O manifesto “Montagem de atrações” (1923), escrito a partir da encenação de uma peça de Ostrovski, é a matriz de sua primeira teoria da montagem. Seu mote é a recusa do teatro psicológico, da mise-en-scène apoiada na continuidade de ação. Eisenstein quer um espetáculo que se aproxime do circo, na sucessão descontínua e na “fisicalidade” das atrações, que retire a palavra do centro e nivele o texto com outras linguagens que se impõem pela agressividade da montagem feita de precisão, geometria, corpo humano em constante movimento. Na sua proposta, afinada com outras experiências de minimização do texto na performance teatral, a palavra se põe como estímulo de mesmo valor que outros originados na cenografia, nos objetos, na gestualidade dos atores e ginastas, nos sons e nas luzes, num conjunto de equivalências em que a cor de uma camisa dialoga de forma ostensiva com uma frase, um gesto de acrobacia traduz uma emoção, um dispositivo mecânico impõe uma cadência logo suplantada por qualquer outro princípio motor que passa a conduzir a cena. O teatro de atrações de Eisenstein tem um lado agit-prop, é pedagogia militante que procura um controle de seus efeitos (o espectador deve caminhar na direção ideológica desejada); quer, no entanto, alcançar eficiência e sentido claro a partir de uma experiência estética que confia em certa afinidade entre seu tear agressivamente moderno e a estrutura psíquica da platéia. Para falar de tal estrutura, há, no entanto, somente a citação sumária de Pavlov, e a evocação dos reflexos condicionados não chega a fazer de sua teoria da recepção um ponto forte do manifesto. Deste, o ponto de interesse é a exposição do programa do artista, sua opção pela experiência do teatro popular contra o que considera teatro burguês, seu primado do gesto estilizado como peça de um discurso em que corpo humano e objetos da cultura material de um tempo se igualam como atrações, unidades do espetáculo. A ordem de sucessão das atrações é a chave da leitura, mas a tônica da montagem é realçá-las todas, marcar a descontinuidade que as separa, bem como a qualidade sensorial responsável por seu impacto.[2]

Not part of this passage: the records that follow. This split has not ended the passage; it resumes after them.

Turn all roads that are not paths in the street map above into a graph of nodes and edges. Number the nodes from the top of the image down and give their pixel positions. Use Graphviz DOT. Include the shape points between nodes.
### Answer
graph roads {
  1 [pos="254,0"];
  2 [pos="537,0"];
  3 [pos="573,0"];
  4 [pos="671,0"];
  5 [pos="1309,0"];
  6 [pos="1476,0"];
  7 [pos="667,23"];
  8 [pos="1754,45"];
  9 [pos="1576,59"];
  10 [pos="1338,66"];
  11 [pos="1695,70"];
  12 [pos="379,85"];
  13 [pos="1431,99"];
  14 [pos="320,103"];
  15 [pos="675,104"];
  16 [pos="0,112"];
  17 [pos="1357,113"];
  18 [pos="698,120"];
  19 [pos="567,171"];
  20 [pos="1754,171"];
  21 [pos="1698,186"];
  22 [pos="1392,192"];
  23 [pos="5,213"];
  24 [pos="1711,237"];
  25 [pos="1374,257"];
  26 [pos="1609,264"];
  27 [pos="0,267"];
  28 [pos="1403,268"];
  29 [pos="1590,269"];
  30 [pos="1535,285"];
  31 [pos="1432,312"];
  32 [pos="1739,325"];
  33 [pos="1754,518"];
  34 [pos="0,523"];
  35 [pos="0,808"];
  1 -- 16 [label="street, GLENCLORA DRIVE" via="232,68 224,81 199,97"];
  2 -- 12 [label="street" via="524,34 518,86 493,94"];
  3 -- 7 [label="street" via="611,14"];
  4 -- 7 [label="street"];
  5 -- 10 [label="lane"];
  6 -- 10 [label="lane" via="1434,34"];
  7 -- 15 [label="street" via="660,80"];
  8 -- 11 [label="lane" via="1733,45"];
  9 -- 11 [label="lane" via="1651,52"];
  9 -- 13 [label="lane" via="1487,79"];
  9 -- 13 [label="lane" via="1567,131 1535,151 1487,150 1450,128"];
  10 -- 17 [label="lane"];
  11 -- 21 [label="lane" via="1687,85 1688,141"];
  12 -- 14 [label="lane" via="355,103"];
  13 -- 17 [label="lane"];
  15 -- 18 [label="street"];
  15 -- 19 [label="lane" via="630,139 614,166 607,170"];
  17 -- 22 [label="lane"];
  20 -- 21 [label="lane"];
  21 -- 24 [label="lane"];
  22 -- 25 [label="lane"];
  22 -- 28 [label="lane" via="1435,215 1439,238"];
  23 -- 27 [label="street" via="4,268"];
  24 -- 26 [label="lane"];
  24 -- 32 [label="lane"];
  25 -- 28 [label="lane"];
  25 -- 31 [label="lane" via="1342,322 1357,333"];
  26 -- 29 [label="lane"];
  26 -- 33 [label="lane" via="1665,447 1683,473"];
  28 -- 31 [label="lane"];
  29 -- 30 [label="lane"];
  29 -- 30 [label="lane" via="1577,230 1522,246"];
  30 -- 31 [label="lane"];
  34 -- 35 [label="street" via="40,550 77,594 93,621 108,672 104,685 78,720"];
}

Esta proposta apresenta, na forma provocativa e sumária do manifesto, a concepção da prática artística como uma espécie de engenharia social. Os materiais se expõem com clareza, e a montagem se pauta pela idéia de ajuste de peças, eficiência, controle. Na produção do espetáculo, é a luta da operação formativa do artista contra a inércia dos materiais; na recepção do espetáculo, é a avalanche de estímulos trabalhando o psiquismo do espectador “como um arado”.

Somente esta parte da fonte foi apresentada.